Content starts
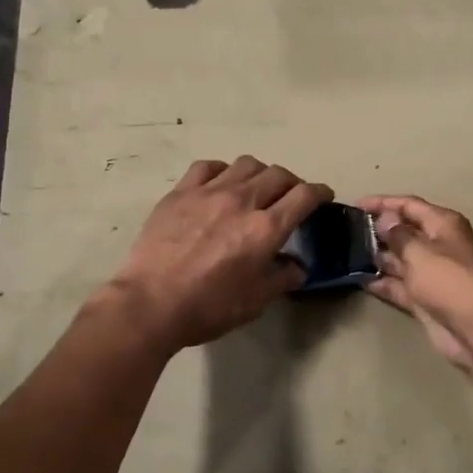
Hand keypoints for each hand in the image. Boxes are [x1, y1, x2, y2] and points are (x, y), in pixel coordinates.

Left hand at [107, 157, 332, 352]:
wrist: (150, 304)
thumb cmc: (207, 308)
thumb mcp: (255, 302)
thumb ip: (281, 278)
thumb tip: (297, 266)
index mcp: (265, 229)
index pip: (304, 196)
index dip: (320, 192)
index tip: (323, 196)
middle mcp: (242, 201)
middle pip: (278, 174)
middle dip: (292, 183)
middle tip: (290, 197)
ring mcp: (208, 192)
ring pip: (246, 164)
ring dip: (260, 174)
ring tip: (256, 188)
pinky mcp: (180, 192)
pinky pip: (208, 166)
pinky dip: (222, 171)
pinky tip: (220, 185)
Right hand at [358, 195, 472, 375]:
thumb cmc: (449, 281)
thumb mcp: (420, 252)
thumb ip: (398, 235)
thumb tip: (384, 219)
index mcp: (442, 225)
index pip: (408, 205)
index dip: (382, 203)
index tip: (355, 205)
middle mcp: (438, 244)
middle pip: (403, 231)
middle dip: (377, 230)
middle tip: (346, 230)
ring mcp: (431, 273)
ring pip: (399, 259)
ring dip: (377, 256)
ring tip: (346, 253)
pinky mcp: (424, 298)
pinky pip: (398, 284)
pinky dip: (382, 282)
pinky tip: (359, 279)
Content ends
### What you will do:
From the records above, reproduce exactly the lines from the one with "middle mcp: (242, 201)" to the one with "pinky dip: (222, 171)", both included, and no others.

### Answer to the exercise:
middle mcp: (242, 201)
middle pip: (278, 174)
middle dip: (292, 183)
middle tip: (290, 197)
ring mcp: (208, 192)
ring pip: (246, 164)
ring dip: (260, 174)
ring tip: (256, 188)
pinky mcp: (180, 192)
pinky pip: (208, 166)
pinky dip: (222, 171)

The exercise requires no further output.